A literatura infanto-juvenil foi, durante muitos anos, considerada uma arte menor, apesar de haver grandes autores que também escreveram para leitores mais jovens. Ainda é assim?
Já não, felizmente. Basta recordar o recente fenómeno literário e cultural de Harry Potter. É talvez das áreas do mercado livreiro que mais lucro gera, movimentando milhões. O diálogo entre o texto e a ilustração de qualidade enriquece o livro-objecto que agrada a graúdos e a miúdos simultaneamente, e permite um momento único de partilha entre pais/avós e filhos. Determinados livros e personagens tornam-se parte daquilo a que poderíamos chamar o nosso ADN cultural, da nossa memória familiar e pessoal, como acontece com “Os Cinco” de Blyton. O livro infantil é divertimento, mas sobretudo é visto por quem o oferece e lê como uma ferramenta didáctica que também estimula a criatividade.
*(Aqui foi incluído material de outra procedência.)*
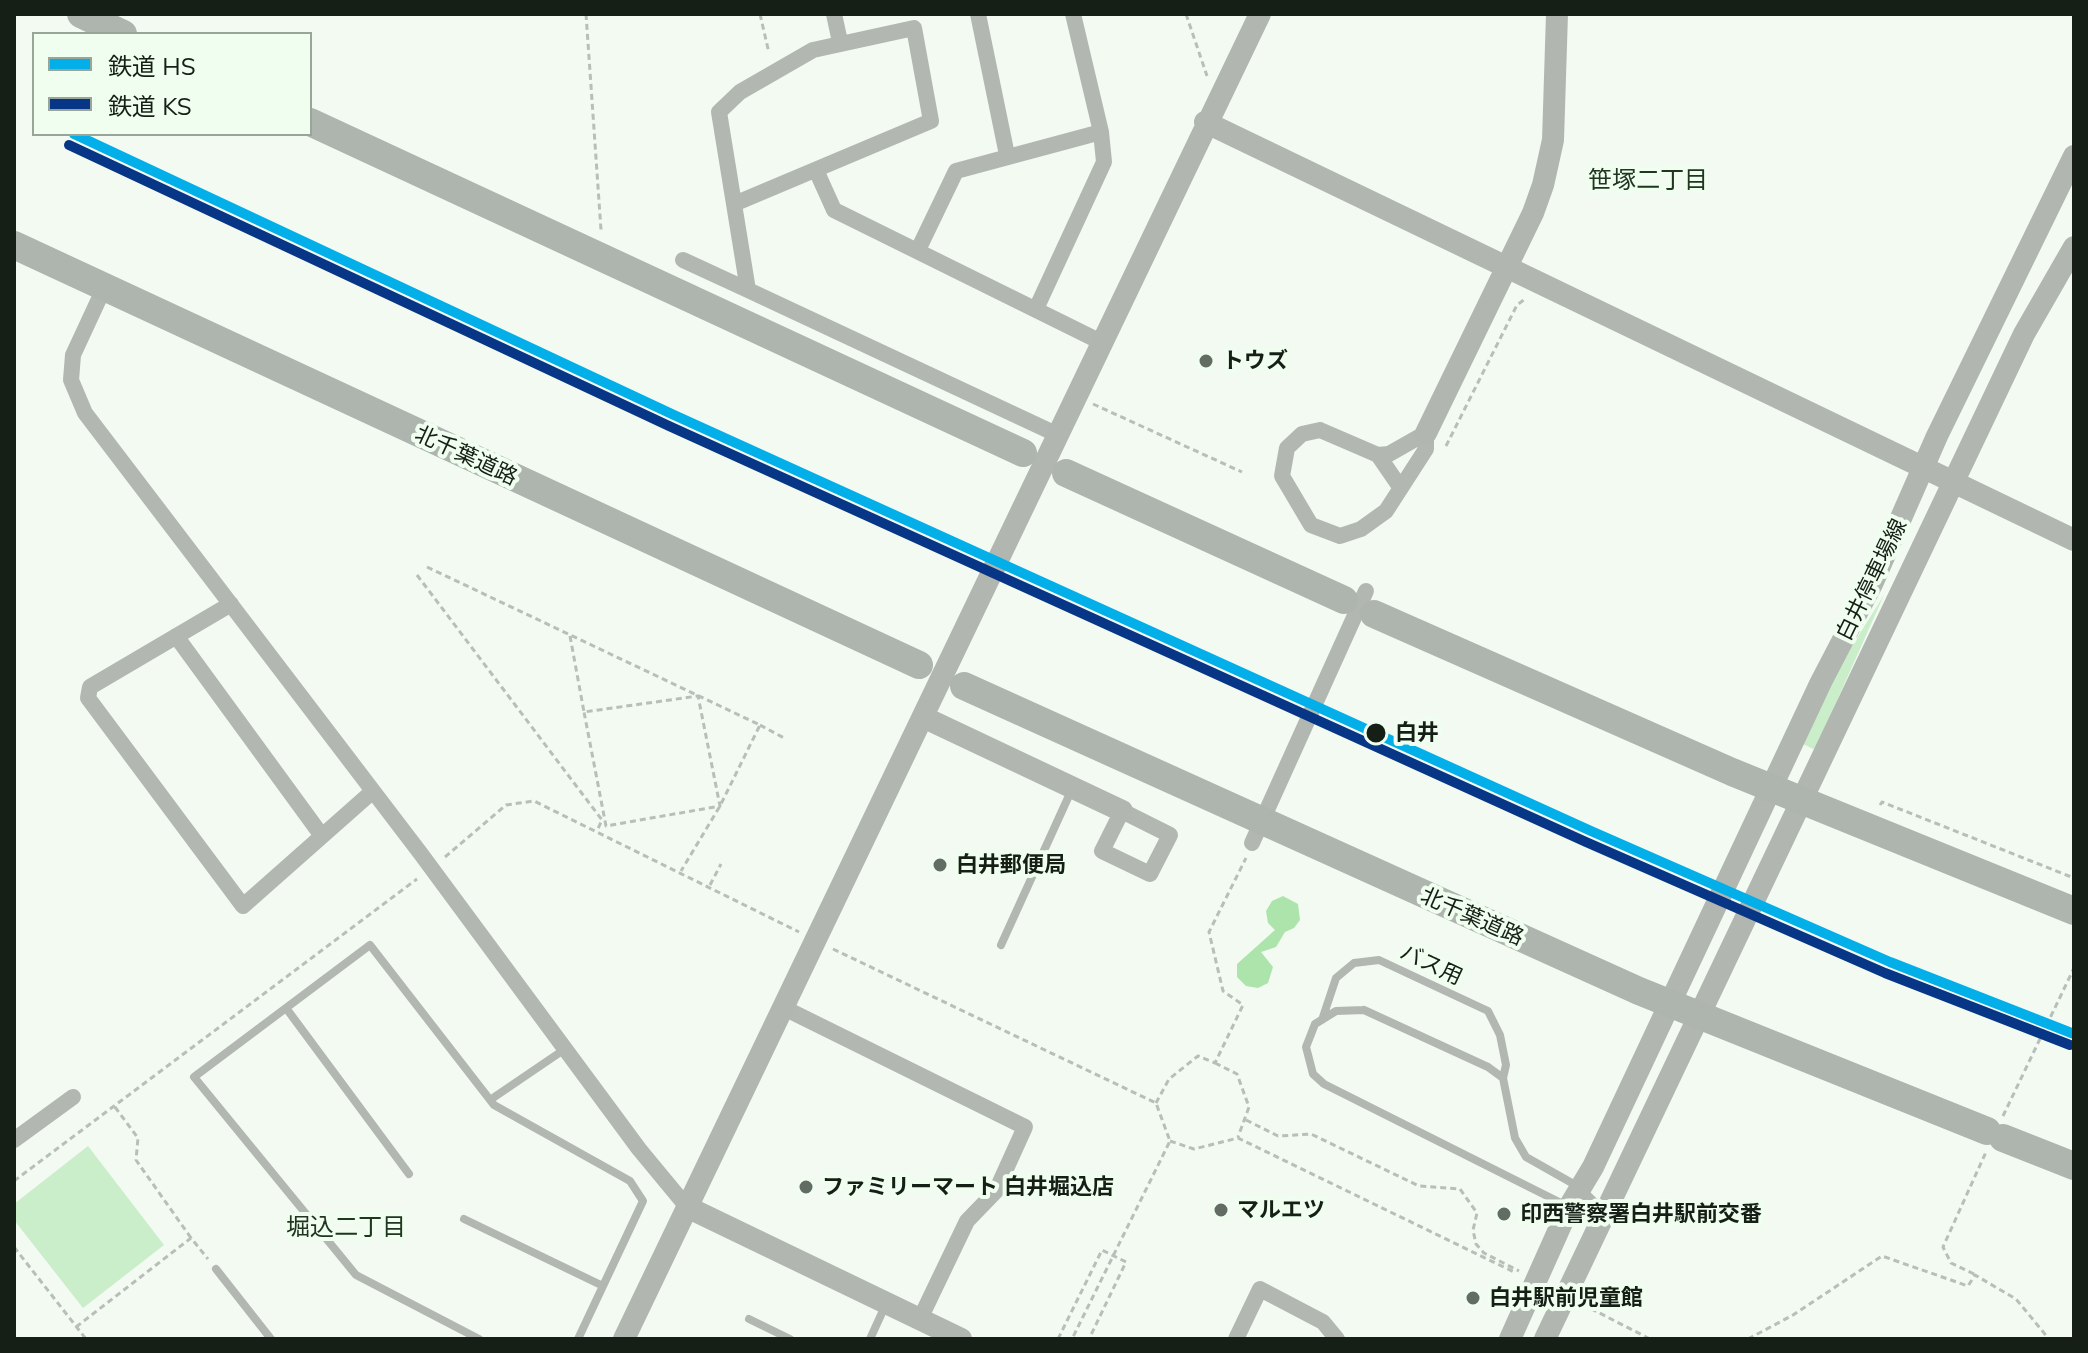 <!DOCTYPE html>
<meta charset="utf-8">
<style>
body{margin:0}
#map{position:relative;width:2088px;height:1353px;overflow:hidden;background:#f2faf2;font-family:Mulish,"Noto Sans JP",sans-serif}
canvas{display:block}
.frame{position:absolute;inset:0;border:16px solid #161f15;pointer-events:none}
.legend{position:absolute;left:32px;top:32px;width:280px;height:104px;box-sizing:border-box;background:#effeef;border:2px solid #98a598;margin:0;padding:10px 14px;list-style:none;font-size:24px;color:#161f15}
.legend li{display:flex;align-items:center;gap:16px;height:40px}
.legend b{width:40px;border:2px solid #98a598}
</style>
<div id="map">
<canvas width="2088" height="1353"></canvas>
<div class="frame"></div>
<ul class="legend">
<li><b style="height:10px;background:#02afe8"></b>鉄道 HS</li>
<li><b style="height:10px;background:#073686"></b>鉄道 KS</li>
</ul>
</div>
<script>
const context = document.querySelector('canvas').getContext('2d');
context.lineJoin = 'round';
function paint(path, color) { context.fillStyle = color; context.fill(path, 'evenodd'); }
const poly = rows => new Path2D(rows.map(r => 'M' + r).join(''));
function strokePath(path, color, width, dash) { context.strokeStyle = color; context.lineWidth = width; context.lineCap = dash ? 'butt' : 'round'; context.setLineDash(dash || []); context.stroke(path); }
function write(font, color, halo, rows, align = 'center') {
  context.font = font + ' Mulish,"Noto Sans JP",sans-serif'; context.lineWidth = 8; context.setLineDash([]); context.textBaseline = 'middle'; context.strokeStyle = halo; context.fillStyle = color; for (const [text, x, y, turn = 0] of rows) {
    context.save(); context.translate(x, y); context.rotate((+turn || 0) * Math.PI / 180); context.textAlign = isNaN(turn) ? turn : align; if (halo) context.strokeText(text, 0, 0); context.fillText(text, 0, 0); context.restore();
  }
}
paint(poly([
 [1884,595,1815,750,1801,743,1828,684],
 [88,1146,164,1245,83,1308,14,1220,14,1204]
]), '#caeeca');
paint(poly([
 [1283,896,1298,904,1300,920,1294,928,1285,932,1276,947,1261,952,1273,967,1268,983,1258,988,1246,986,1237,977,1237,964,1275,930,1268,923,1266,911,1272,901]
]), '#ade4ac');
strokePath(poly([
 [586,14,601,230],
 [760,14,769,53],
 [1186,14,1207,76],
 [1093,404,1242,472],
 [1446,446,1517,305,1525,299],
 [427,567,760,725,720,806,681,871],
 [417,575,602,820,597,831],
 [570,636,584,712,698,696,720,806,606,826,584,712],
 [760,725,786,739],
 [1880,805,1882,802,2074,878],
 [445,857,506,805,534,801,799,932],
 [710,885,721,864],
 [833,949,1156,1103,1170,1141,1072,1339],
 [1215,1063,1237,1074,1249,1107,1238,1137],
 [1156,1103,1169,1079,1198,1056,1215,1063,1243,1005,1223,991,1209,932,1246,858],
 [115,1107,138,1138,136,1160,191,1238],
 [2003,1116,2074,968],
 [1246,1120,1278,1136,1311,1134,1419,1186,1460,1189,1477,1213,1473,1230,1476,1244,1484,1253,1519,1271],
 [1170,1141,1194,1149,1238,1138,1516,1273],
 [14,1181,417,879],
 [14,1247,86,1339],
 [1974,1274,1951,1263,1943,1247,1986,1152],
 [1582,1304,1650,1339],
 [76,1327,191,1238,208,1259],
 [1058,1339,1102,1250,1126,1262,1089,1339],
 [1748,1339,1793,1315,1882,1256,1968,1286,1975,1275,2016,1299,2049,1339]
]), '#b8beb8', 3, [6, 4]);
strokePath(poly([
 [1001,945,1072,789],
 [286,1008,409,1174],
 [1364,1010,1488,1067,1503,1078,1515,1138,1526,1157,1579,1187,1606,1213,1569,1207,1324,1084,1313,1074,1306,1047,1315,1024,1336,1011,1364,1010],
 [1322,1020,1336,978,1354,963,1379,960,1488,1011,1500,1035,1506,1065,1503,1078],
 [490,1100,565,1049],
 [464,1219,603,1286],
 [216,1269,271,1339],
 [749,1319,790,1339],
 [479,1339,356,1275,194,1077,370,945,494,1105,630,1181,643,1201,578,1339],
 [870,1339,886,1304]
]), '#b2b7b2', 8);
strokePath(poly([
 [834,14,840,42],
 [978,14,1007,155],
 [1073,14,1101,132],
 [816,170,834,210,1101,342],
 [734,204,931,121,914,28,813,50,740,92,719,112,734,204,748,290,1056,434],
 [918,250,956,171,1101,132,1104,162,1036,309],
 [683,260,748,290],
 [105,286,73,355,71,380,85,413,421,854,639,1149,687,1207],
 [1320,430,1378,455,1389,454,1426,433,1426,449,1386,511,1361,529,1340,536,1311,525,1282,476,1287,448,1302,434,1320,430],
 [1378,455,1400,487],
 [231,604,90,687,88,698,243,906,373,791],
 [176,636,322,836],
 [1122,811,1170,835,1150,874,1102,851,1122,811],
 [1252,843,1366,591],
 [782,1007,1025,1127,996,1191,967,1221,920,1319],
 [14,1140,73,1097],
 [1236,1339,1260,1289,1323,1322,1337,1339]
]), '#b2b7b2', 16);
strokePath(poly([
 [1205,122,2074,540],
 [1426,433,1533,213,1543,185,1553,140,1557,14],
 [923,717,1122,811],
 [687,1207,961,1339],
 [624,1339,1260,14],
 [1510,1339,1569,1207,1593,1167,1821,682,1872,584,1937,436,2074,156],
 [1545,1339,2024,334,2074,247]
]), '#b1b6b1', 22);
strokePath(poly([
 [81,14,123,34],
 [310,122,1023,453],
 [14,245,919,665],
 [1066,473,1344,600],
 [1374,614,1732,772,2074,911],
 [964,686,1639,991,1987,1131],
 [2003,1138,2074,1166]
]), '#aeb4ae', 28);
strokePath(poly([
 [74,134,674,415,1591,831,1890,962,2074,1034]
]), '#02afe8', 10);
strokePath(poly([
 [69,145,669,426,1586,842,1885,973,2070,1045]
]), '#073686', 10);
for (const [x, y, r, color] of [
 [1206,361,8,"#636c62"],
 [1376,733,11,"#161f15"],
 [940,865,8,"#636c62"],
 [806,1187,8,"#636c62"],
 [1221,1210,8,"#636c62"],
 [1504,1214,8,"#636c62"],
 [1473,1298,8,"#636c62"]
]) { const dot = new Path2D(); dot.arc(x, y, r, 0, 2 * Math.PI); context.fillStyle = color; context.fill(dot); strokePath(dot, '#effeef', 3); }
write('bold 22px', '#161f15', '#effeef', [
 ["トウズ",1222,361],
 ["白井郵便局",956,865],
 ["ファミリーマート 白井堀込店",822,1187],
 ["マルエツ",1237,1210],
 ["印西警察署白井駅前交番",1520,1214],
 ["白井駅前児童館",1489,1298]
], 'left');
write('22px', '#161f15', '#effeef', [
 ["北千葉道路",466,456,25],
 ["白井停車場線",1872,580,-64],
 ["北千葉道路",1472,917,24],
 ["バス用",1431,965,25]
]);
write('bold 22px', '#161f15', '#effeef', [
 ["白井",1395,733]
], 'left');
write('24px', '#213521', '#effeef', [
 ["笹塚二丁目",1648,181],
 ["堀込二丁目",346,1228]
]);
</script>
E cada vez mais autores conhecidos e lidos por adultos são convidados a escrever para um público mais jovem, de José Saramago, que publicou “A Maior Flor do Mundo” e o “Conto da Ilha Desconhecida”, entre outras obras para crianças, ou António Lobo Antunes, que publicou “A História do Hidroavião”, de temática pós-colonial, e logo complexa, que exige um leitor curioso, ou interessado, crítico e interventivo. A literatura infantil começou também a abordar temas que eram tabu na educação das crianças, como a morte ou a perda de entes queridos, os direitos humanos, os refugiados, a exclusão social, a sexualidade e o género.